The plan is to make anganwadis the focal point of all the mother and child-related healthcare activity in the village. The convergence will help provide a package of services like nutrition, immunisation, health checkups and nutritional education to pregnant mother and children below six under one roof.
The National Rural Health Mission (NRHM) and the Integrated Child Development Scheme (ICDS) will now work together. The aim is to integrate the different services for maximum impact—so that no pregnant mother and child is missed.
‘‘Both the ministry and the department used to do the same work. Now there will be no overlap,’’ said a Health Ministry official.
The ICDS will be expanded to cover all the anganwadis in the country supported by the NRHM (the current Plan has created an additional 1.88 lakh anganwadis). With the convergence, the programme would be run by NRHM’s three A’s—anganwadi worker, auxiliary nurse and midwife and Ashaa, the village health worker.

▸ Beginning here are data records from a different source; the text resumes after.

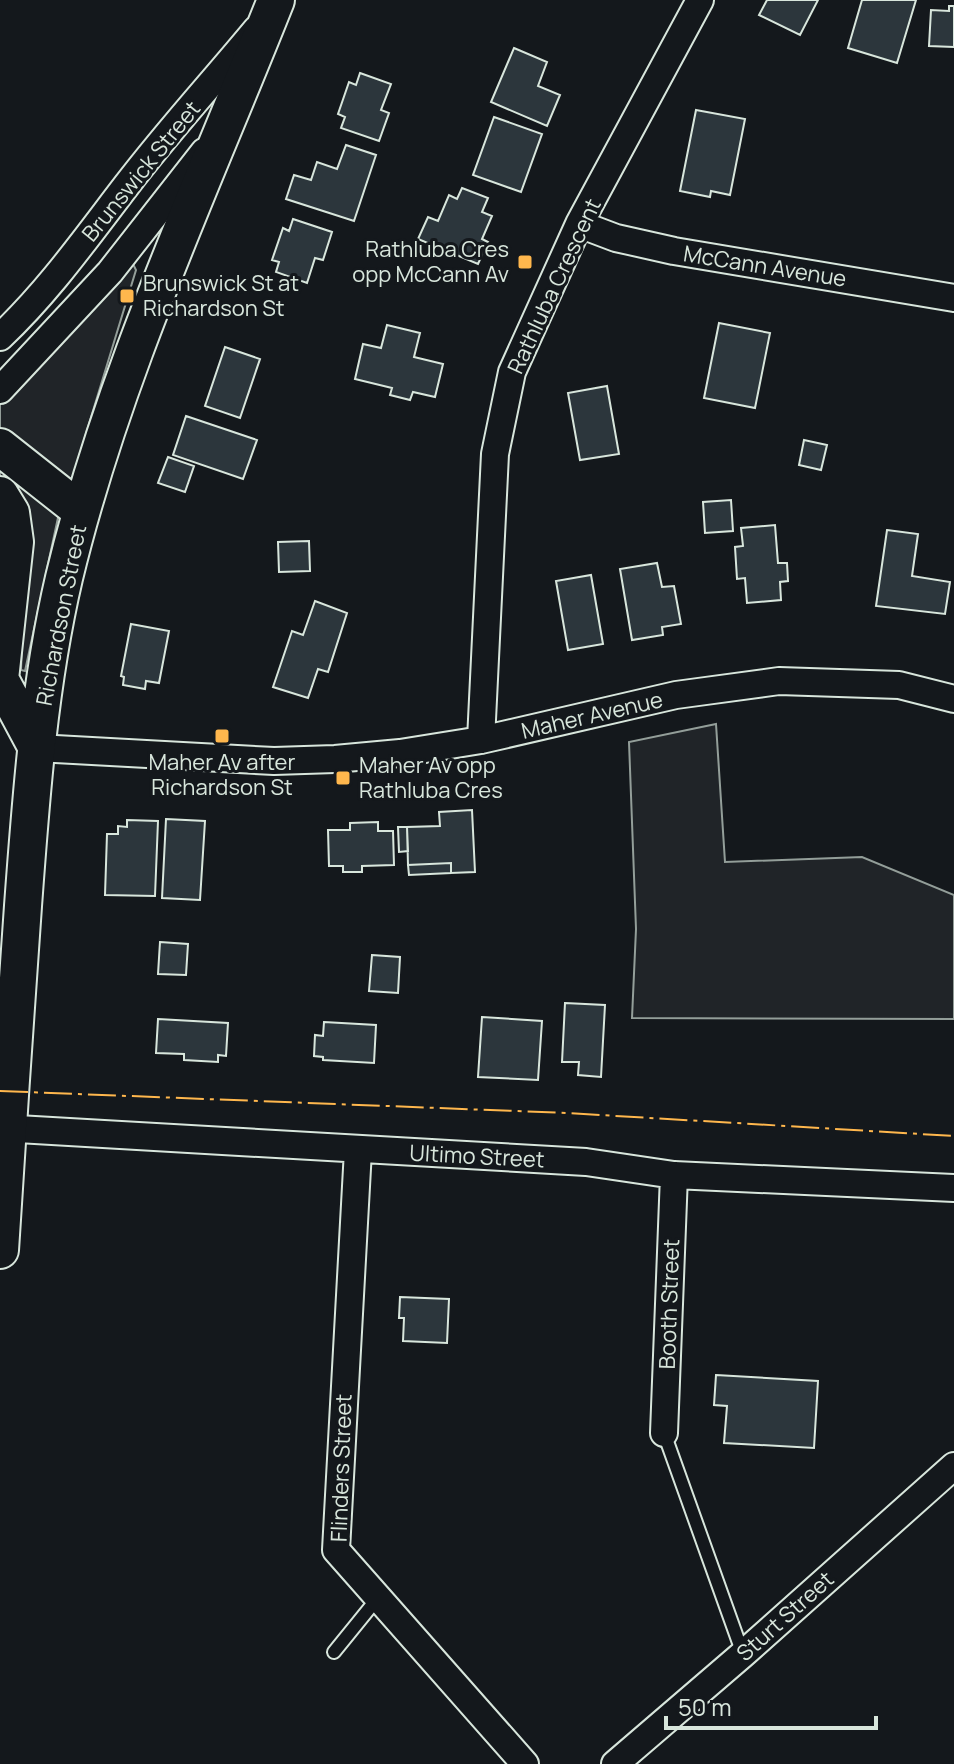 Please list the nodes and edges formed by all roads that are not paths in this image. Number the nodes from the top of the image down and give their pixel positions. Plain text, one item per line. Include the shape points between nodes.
1 (700, 0) edge
2 (273, 6) edge
3 (223, 127) junction
4 (579, 224) junction
5 (954, 298) edge
6 (0, 337) edge
7 (0, 390) edge
8 (0, 447) edge
9 (0, 495) edge
10 (81, 511) junction
11 (954, 699) edge
12 (481, 740) junction
13 (37, 748) junction
14 (4, 1128) edge
15 (358, 1150) junction
16 (674, 1175) junction
17 (954, 1188) edge
18 (0, 1250) edge
19 (664, 1433) joint
20 (954, 1466) edge
21 (377, 1599) junction
22 (334, 1652) dead end
23 (743, 1654) junction
24 (525, 1764) edge
25 (615, 1764) edge

1 - 4 street, Rathluba Crescent
2 - 3 main road, Richardson Street
2 - 6 street, Brunswick Street via 94,231
3 - 7 street, Brunswick Street via 110,272
3 - 10 main road, Richardson Street via 132,355
4 - 5 street, McCann Avenue via 674,251
4 - 12 street, Rathluba Crescent via 512,372 495,454
8 - 10 main road
9 - 13 main road via 11,513 15,542 0,679
10 - 13 main road, Richardson Street via 63,582
11 - 12 street, Maher Avenue via 899,685 779,681 676,695
12 - 13 street, Maher Avenue via 400,753 274,761
13 - 14 main road, Richardson Street
14 - 15 street, Ultimo Street
14 - 18 main road, Richardson Street
15 - 16 street, Ultimo Street via 586,1162
15 - 21 street, Flinders Street via 336,1550
16 - 17 street, Ultimo Street
16 - 19 street, Booth Street
19 - 23 lane
20 - 23 street, Sturt Street
21 - 22 lane
21 - 24 street, Flinders Street
23 - 25 street, Sturt Street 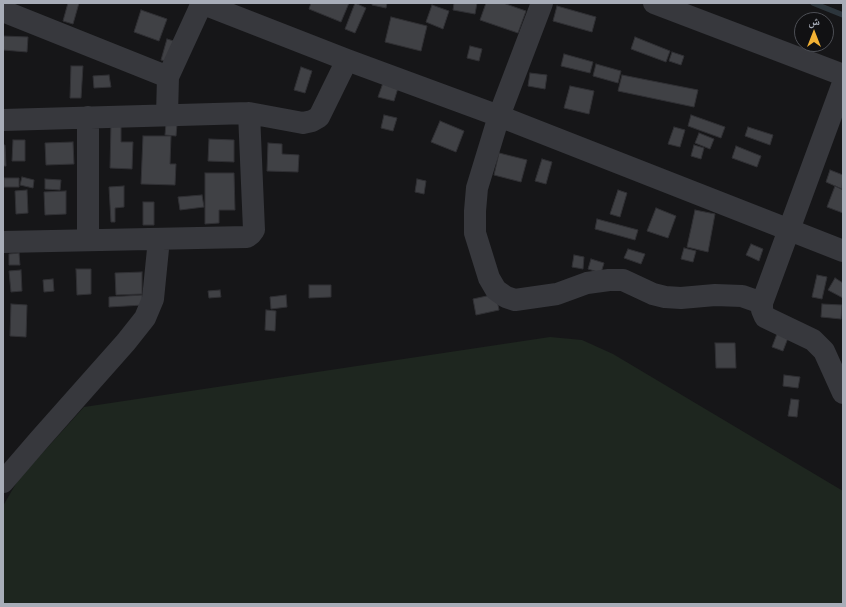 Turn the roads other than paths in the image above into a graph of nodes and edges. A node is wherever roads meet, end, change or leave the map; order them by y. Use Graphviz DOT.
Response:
graph roads {
  1 [pos="201,3"];
  2 [pos="542,3"];
  3 [pos="654,3"];
  4 [pos="3,11"];
  5 [pos="347,60"];
  6 [pos="843,75"];
  7 [pos="168,77"];
  8 [pos="843,83"];
  9 [pos="249,113"];
  10 [pos="168,115"];
  11 [pos="499,116"];
  12 [pos="88,118"];
  13 [pos="3,120"];
  14 [pos="789,231"];
  15 [pos="159,239"];
  16 [pos="88,240"];
  17 [pos="3,242"];
  18 [pos="843,251"];
  19 [pos="762,303"];
  20 [pos="843,393"];
  21 [pos="3,482"];
  1 -- 5 [label="street"];
  1 -- 7 [label="street"];
  2 -- 11 [label="street"];
  3 -- 6 [label="street"];
  4 -- 7 [label="street"];
  5 -- 9 [label="street"];
  5 -- 11 [label="street"];
  7 -- 10 [label="street"];
  8 -- 14 [label="street"];
  9 -- 10 [label="street"];
  9 -- 15 [label="street"];
  10 -- 12 [label="street"];
  11 -- 14 [label="street"];
  11 -- 19 [label="street"];
  12 -- 13 [label="street"];
  12 -- 16 [label="street"];
  14 -- 18 [label="street"];
  14 -- 19 [label="street"];
  15 -- 16 [label="street"];
  15 -- 21 [label="street"];
  16 -- 17 [label="street"];
  19 -- 20 [label="street"];
}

The ICDS was conceived in 1975 with an integrated delivery package of early childhood services so that their synergistic effect can be taken full advantage of. Its focus was improving the nutritional and health status of vulnerable groups, including pre-school children, pregnant women and nursing mothers by providing supplementary nutrition, pre-school education, immunisation, health check-up, referral services and nutrition & health education.
While the Health Ministry has an inter-ministerial committee monitoring the scheme at the national level, monitoring and coordination committees from both the departments will be set up at the state, district and village levels.